# Superconductor question

1. Sep 25, 2005

### sniffer

in deriving quantization of flux in superconductor ring, the momentum of cooper pair p:
$$p=\hbar\nabla\theta=e^*(\Lambda J_s + A)$$
then integrate around the ring,
$$\hbar\oint\nabla\theta dl=e^*\oint(\Lambda J_s + A)dl$$
using stoke's theorem and integrate sufficiently deep in the ring where current density is very small, the RHS becomes
$$RHS=e^*\Phi_s$$
and the left hand side,becomes hn where n is integer.
So the quantized flux is
$$\Phi_s=nh/e^*$$
e star is the effective cooper pair charge which is -2e.

i got confused here,why the left hand side integral becomes hn?
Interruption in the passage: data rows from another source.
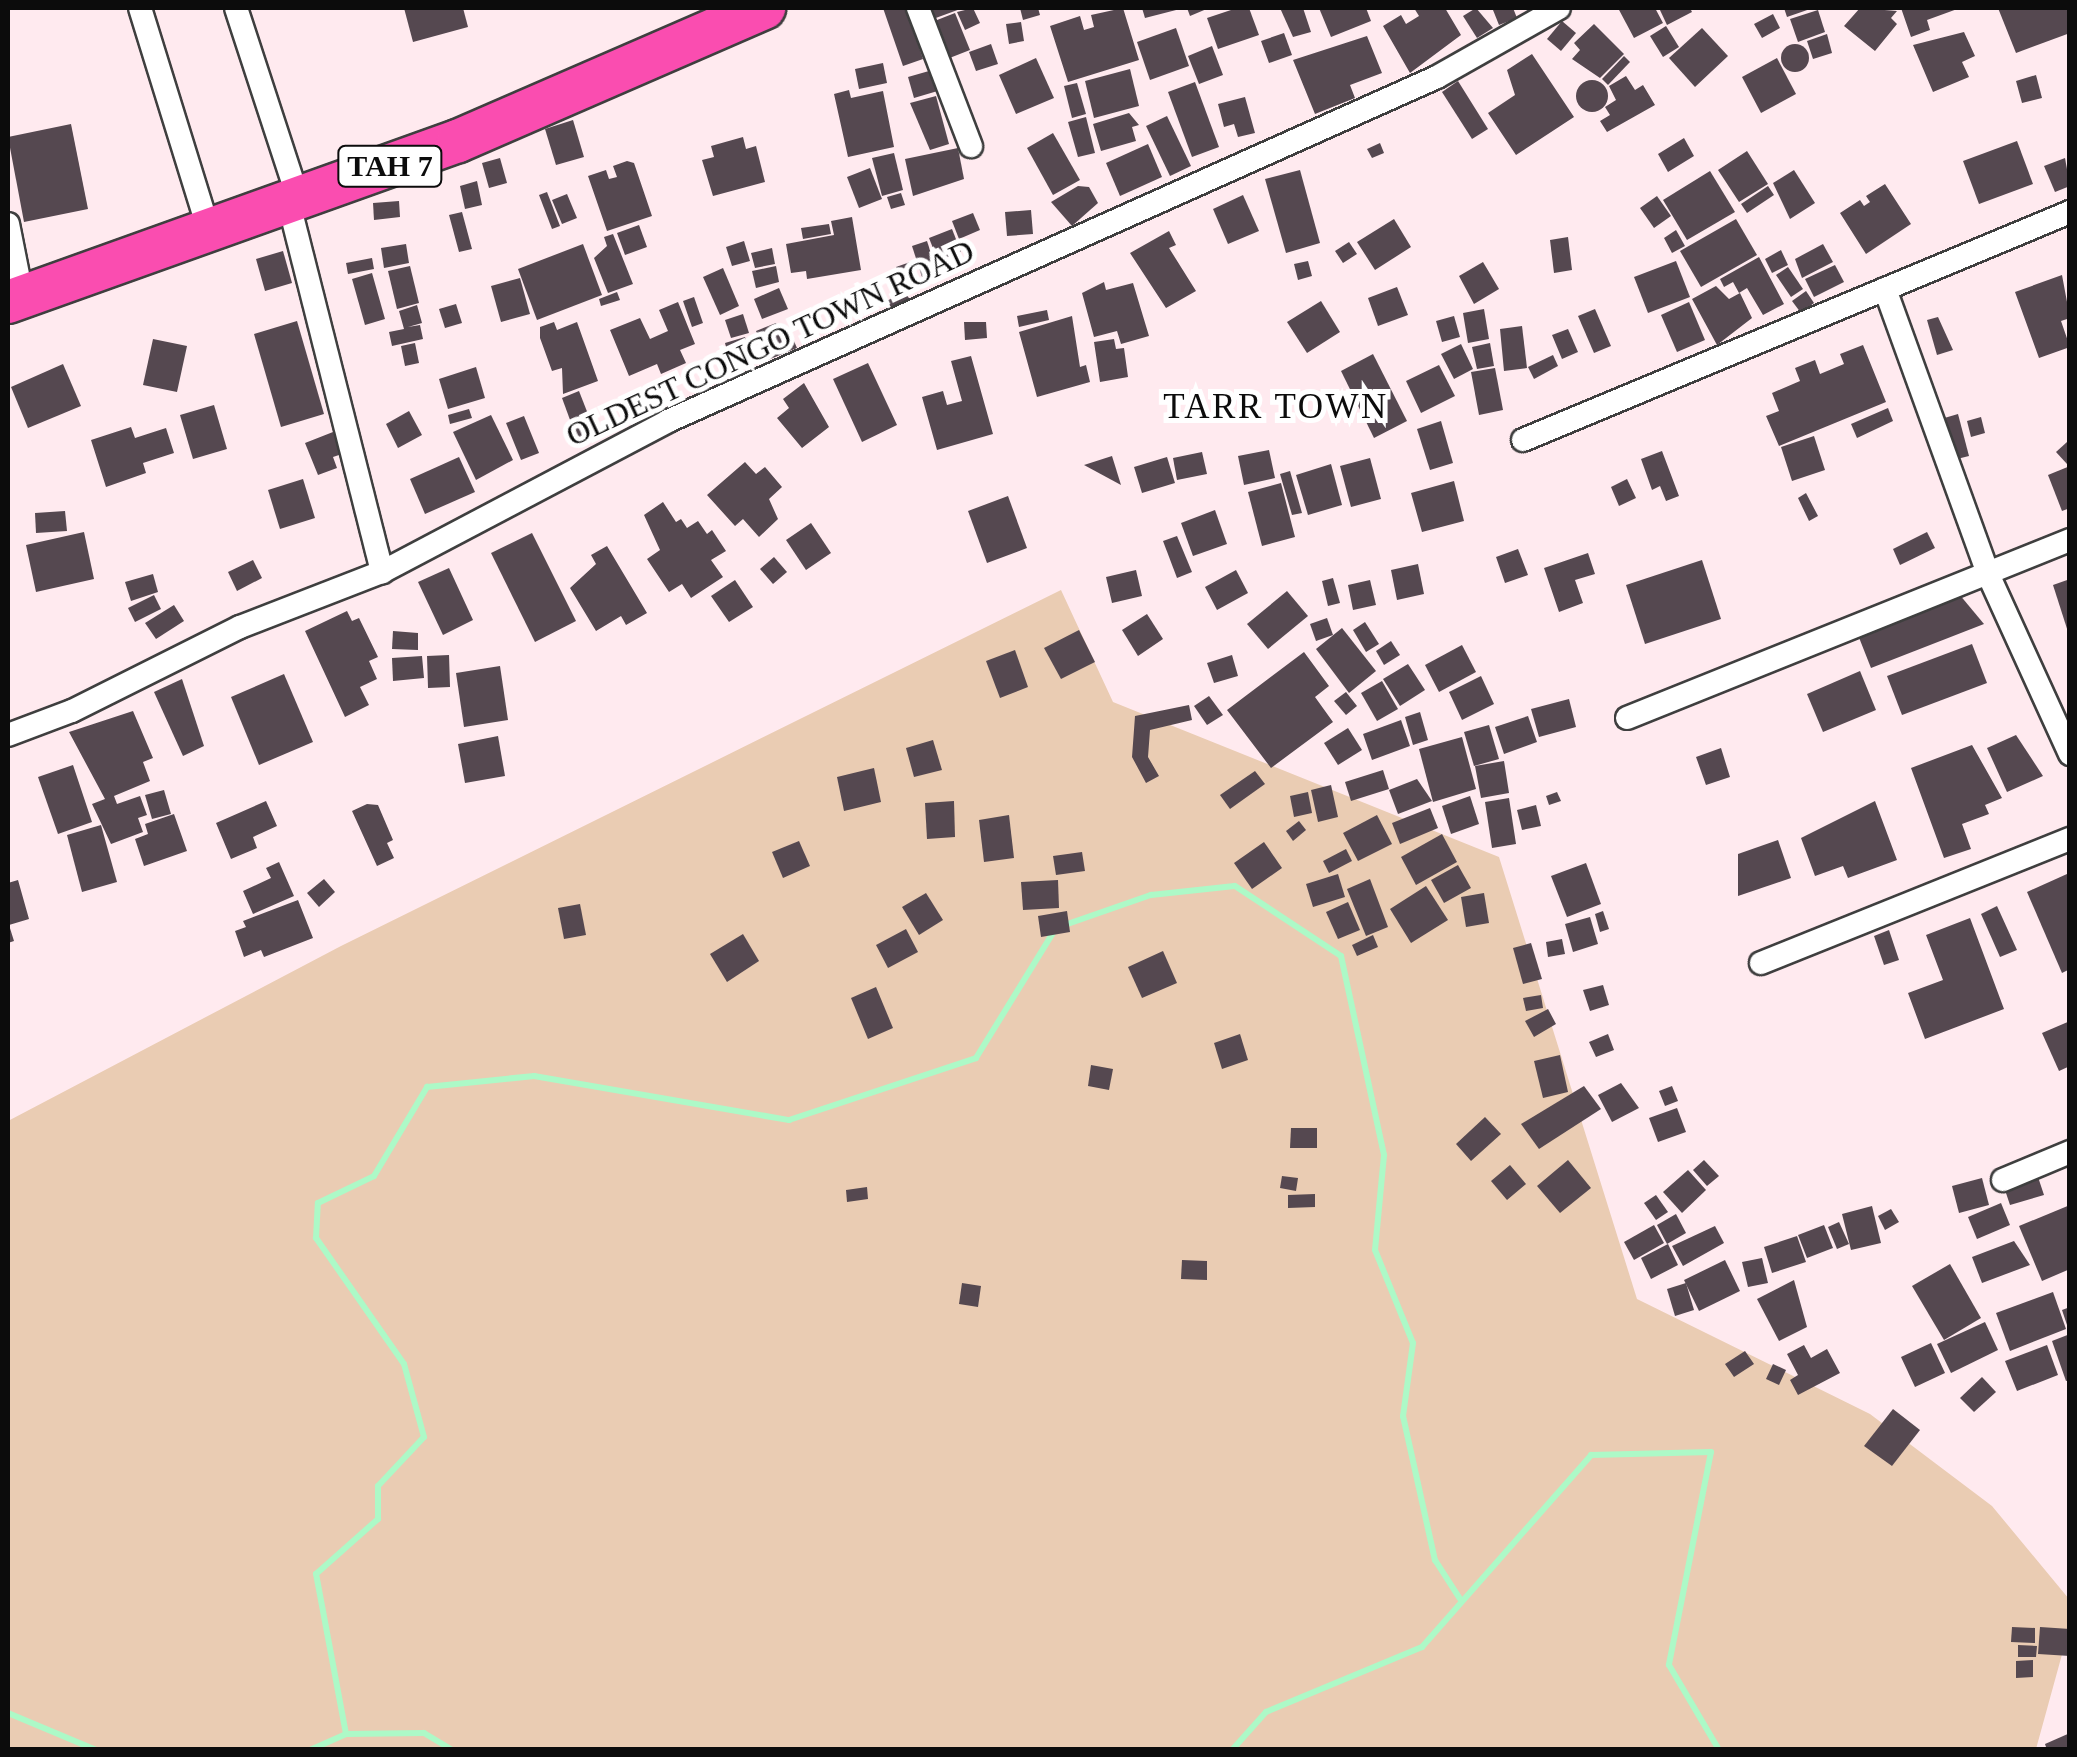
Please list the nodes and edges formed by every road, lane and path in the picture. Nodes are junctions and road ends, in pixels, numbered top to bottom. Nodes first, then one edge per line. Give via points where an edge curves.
1 (140, 8) edge
2 (236, 8) edge
3 (764, 8) edge
4 (918, 8) edge
5 (1559, 8) edge
6 (971, 146) dead end
7 (294, 202) junction
8 (2070, 212) edge
9 (8, 224) edge
10 (209, 231) junction
11 (1885, 289) junction
12 (15, 298) edge
13 (1523, 440) dead end
14 (2070, 540) edge
15 (382, 572) junction
16 (1988, 574) junction
17 (1628, 718) dead end
18 (8, 735) edge
19 (2070, 754) edge
20 (2070, 839) edge
21 (1761, 963) dead end
22 (2070, 1152) edge
23 (2003, 1180) dead end

1 - 10 street
2 - 7 street
3 - 7 highway, TAH 7 via 458,141
4 - 6 street
5 - 15 street, OLDEST CONGO TOWN ROAD via 1437,77 668,420
7 - 10 highway, TAH 7
7 - 15 street
8 - 11 street
9 - 12 street
10 - 12 highway, TAH 7
11 - 13 street
11 - 16 street
14 - 16 street
15 - 18 street, OLDEST CONGO TOWN ROAD via 240,627 72,711
16 - 17 street
16 - 19 street
20 - 21 street
22 - 23 street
The argument used by the book (Van Duzer, superconductivity page 116) is that because theta is unique or differ by a multiple of 2 Pi at each point, so the integral
$$\oint\nabla\theta dl=2\pi n$$
why?? where does n come from? theta is a scalar function of r.

thanks.

Last edited: Sep 25, 2005
2. Sep 25, 2005

### Gokul43201

Staff Emeritus
$\theta$ is the phase of the order parameter $\psi = |\psi|e^{i \theta}$. Since $\psi$ must be single valued at some specific angular position $\phi + 2k \pi$ on the ring, we need, $\psi(\phi ) = \psi(\phi + 2m \pi )$, or we need $e^{i \theta ( \phi )} = e^{i \theta ( \phi + 2m \pi)}$, for all m. For the phase factor to remain unchanged over integral number of traversals of the loop, the phase $\theta$ must itself change by only an integer multiple of $2 \pi$ (since $e^{2in \pi} = 1$).

So
$$\theta ( \phi + 2m \pi ) = \theta ( \phi) + 2n \pi$$.

In other words
$$\hbar\oint\nabla\theta dl = \hbar \Delta\theta = \hbar (\theta ( \phi + 2 \pi ) - \theta ( \phi)) = 2 \pi n \hbar = nh$$

Last edited: Sep 25, 2005
3. Sep 26, 2005

### Creator

In your opinion, from an experimental point of view, what would be a simple method to effect a change in the phase of the wavefunction of the supercurrent while remaining below T(c)?

Creator

Last edited: Sep 26, 2005
4. Sep 26, 2005

### sniffer

change the radius of the ring.

5. Sep 27, 2005

### ZapperZ

Staff Emeritus
Have a magnetic flux through the loop. That, after all, is how a SQUID works.

Zz.

6. Sep 28, 2005

### Creator

True, in theory; but by what method are you going to change the length of a brittle superconducting wire while it is in the superconducting state?

7. Sep 28, 2005

### Creator

Of course; externally applying B thru the loop. I should be more specific. I guess I am referring to a non-electromagnetic method of altering the quantum phase.

Creator

Last edited: Sep 28, 2005